I do have a few scenes left to write, so the forward motion continues. However, the breakneck speed to reach 50k is going to taper off.
There are obvious pros and cons to participating in NaNoWriMo, and as someone who has done this multiple times a year for many years now, I feel comfortable admitting them.
#1 – Pro – Nano offers a great deal of encouragement to writers. They are an undeniable cheerleader that helps keep you focused and moving forward.
#2 – Con – Writing for the sake of getting words on the page is not the same as writing to tell a good story. It does require massive editing after the book is done. (At least for me it does.)
#3 – Pro – Even if you miss the deadline and you don’t make those 50k words, you showed up to the screen/notebook/typewriter and that is ALWAYS a win.
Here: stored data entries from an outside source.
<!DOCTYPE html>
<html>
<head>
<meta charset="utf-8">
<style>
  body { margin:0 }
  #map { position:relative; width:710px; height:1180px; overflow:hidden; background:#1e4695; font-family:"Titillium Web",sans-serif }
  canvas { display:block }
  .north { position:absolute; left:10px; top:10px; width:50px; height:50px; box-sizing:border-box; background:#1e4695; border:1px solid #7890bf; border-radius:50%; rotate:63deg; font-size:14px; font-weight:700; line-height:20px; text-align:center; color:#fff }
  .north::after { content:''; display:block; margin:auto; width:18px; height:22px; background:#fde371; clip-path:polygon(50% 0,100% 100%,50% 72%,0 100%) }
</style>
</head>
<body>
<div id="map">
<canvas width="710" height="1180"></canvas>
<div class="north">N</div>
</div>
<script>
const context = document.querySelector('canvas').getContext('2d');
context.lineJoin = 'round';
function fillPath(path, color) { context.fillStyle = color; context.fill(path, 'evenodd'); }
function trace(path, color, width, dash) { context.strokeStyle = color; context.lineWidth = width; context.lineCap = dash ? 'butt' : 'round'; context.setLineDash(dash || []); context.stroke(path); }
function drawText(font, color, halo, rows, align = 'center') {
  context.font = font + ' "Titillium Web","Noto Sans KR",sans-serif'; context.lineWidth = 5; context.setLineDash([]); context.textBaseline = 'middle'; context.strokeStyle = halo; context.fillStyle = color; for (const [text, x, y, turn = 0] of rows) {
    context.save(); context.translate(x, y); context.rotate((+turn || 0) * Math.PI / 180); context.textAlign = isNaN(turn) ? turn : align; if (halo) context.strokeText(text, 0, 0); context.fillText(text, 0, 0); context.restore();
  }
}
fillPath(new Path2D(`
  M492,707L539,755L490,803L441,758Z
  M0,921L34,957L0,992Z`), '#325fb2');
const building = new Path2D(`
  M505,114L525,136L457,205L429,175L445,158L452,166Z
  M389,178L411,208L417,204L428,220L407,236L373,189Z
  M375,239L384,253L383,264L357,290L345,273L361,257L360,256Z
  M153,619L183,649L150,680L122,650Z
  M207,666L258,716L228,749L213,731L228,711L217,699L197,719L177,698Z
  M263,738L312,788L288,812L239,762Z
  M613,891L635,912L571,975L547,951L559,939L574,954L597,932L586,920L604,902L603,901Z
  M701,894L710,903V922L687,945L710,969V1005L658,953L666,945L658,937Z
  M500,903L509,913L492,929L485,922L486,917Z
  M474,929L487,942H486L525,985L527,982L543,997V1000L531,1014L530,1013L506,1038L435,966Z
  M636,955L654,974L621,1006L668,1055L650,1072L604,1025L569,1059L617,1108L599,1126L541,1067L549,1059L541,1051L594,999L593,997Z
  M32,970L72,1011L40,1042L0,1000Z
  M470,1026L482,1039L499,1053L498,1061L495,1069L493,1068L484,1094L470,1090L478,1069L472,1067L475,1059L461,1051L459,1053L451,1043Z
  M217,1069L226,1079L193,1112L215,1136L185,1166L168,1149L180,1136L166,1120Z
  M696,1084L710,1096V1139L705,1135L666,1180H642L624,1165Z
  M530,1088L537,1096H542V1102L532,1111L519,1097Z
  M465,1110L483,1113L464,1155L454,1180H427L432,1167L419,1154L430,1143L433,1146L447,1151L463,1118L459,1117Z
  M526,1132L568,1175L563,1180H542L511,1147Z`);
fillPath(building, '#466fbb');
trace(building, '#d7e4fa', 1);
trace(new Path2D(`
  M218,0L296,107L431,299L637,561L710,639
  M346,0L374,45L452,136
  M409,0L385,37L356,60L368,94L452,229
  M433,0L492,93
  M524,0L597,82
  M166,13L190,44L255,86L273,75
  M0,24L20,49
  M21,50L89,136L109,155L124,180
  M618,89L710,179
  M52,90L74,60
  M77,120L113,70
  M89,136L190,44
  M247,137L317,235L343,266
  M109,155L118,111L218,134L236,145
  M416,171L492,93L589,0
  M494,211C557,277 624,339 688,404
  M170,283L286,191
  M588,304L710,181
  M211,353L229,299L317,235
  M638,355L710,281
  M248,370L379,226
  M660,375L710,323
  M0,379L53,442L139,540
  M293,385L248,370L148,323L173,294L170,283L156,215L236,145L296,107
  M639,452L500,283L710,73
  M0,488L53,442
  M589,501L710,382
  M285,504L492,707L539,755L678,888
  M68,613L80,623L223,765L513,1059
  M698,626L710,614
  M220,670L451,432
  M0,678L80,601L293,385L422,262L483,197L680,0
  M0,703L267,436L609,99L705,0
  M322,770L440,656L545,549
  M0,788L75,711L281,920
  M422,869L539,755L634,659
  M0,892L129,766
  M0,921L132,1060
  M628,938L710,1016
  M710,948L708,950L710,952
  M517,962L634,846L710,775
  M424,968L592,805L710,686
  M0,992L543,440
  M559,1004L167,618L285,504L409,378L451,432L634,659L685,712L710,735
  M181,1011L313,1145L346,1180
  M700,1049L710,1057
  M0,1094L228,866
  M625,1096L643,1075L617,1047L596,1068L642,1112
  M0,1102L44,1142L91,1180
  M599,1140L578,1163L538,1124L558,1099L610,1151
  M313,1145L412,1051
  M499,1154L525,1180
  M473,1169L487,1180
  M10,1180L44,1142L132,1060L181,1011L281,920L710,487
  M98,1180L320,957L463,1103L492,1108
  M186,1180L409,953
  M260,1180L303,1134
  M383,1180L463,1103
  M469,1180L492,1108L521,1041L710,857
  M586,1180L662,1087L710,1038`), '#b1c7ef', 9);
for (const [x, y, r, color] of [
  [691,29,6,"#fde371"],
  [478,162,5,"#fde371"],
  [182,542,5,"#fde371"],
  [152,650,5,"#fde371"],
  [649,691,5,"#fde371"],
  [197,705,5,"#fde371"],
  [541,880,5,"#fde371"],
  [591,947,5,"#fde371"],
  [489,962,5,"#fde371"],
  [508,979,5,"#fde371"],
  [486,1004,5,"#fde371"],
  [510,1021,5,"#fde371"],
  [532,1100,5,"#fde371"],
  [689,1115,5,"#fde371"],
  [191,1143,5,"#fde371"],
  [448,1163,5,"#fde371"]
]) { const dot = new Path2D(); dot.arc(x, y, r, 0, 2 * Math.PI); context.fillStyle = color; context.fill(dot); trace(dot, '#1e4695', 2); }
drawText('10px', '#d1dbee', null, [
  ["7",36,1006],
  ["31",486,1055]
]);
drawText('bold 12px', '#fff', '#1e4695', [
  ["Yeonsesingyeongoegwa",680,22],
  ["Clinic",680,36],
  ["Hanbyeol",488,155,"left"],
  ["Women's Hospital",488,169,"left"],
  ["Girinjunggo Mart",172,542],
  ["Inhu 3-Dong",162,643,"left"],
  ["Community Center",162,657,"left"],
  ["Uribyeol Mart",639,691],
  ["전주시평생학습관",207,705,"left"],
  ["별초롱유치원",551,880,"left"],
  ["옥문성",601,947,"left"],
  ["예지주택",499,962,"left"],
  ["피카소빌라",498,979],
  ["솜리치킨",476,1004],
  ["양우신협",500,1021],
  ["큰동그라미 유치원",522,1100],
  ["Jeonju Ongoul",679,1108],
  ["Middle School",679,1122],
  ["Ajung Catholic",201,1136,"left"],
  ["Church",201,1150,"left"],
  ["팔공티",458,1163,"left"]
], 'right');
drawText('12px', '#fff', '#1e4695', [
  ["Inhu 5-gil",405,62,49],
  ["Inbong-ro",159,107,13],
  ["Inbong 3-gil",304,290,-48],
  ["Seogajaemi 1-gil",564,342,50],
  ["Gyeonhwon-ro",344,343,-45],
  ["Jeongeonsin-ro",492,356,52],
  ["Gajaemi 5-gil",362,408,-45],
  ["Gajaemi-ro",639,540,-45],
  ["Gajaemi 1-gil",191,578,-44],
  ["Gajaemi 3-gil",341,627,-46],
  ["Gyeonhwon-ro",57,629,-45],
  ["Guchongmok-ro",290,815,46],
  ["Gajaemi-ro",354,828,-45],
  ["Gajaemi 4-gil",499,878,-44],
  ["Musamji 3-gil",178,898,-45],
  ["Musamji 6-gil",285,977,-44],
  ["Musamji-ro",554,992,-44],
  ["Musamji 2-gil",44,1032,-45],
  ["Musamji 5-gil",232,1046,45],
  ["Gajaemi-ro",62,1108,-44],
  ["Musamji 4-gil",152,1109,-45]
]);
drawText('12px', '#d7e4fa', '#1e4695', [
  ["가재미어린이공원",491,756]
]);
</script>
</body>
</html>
#4 – Pro/Con – Most books are more than 50k words and therefore most books require writing beyond the given 30 days. However, given that the lovely people at the National Novel Writing Month’s headquarters grant multiple “camps” like this one in addition to the normal November WriMo, you have multiple opportunities to get it done.
I listed this last one as both a Pro and a Con because it can be extremely difficult to find the drive to finish a novel if you have put it away for a couple months while waiting for the next WriMo. I do recommend finishing the work to completion, then using the next WriMo for a full rewrite/edit if you need to.
I’m sure there are more I could list, but those are the mains and you can see that the pro’s definitely outweigh the con’s in here. I have enjoyed using Writing Months since the first year I found them (2007 or 2008, I’m not sure) and I will continue to use them as long as I have tales to tell.
For now, however, I have a book to get back to.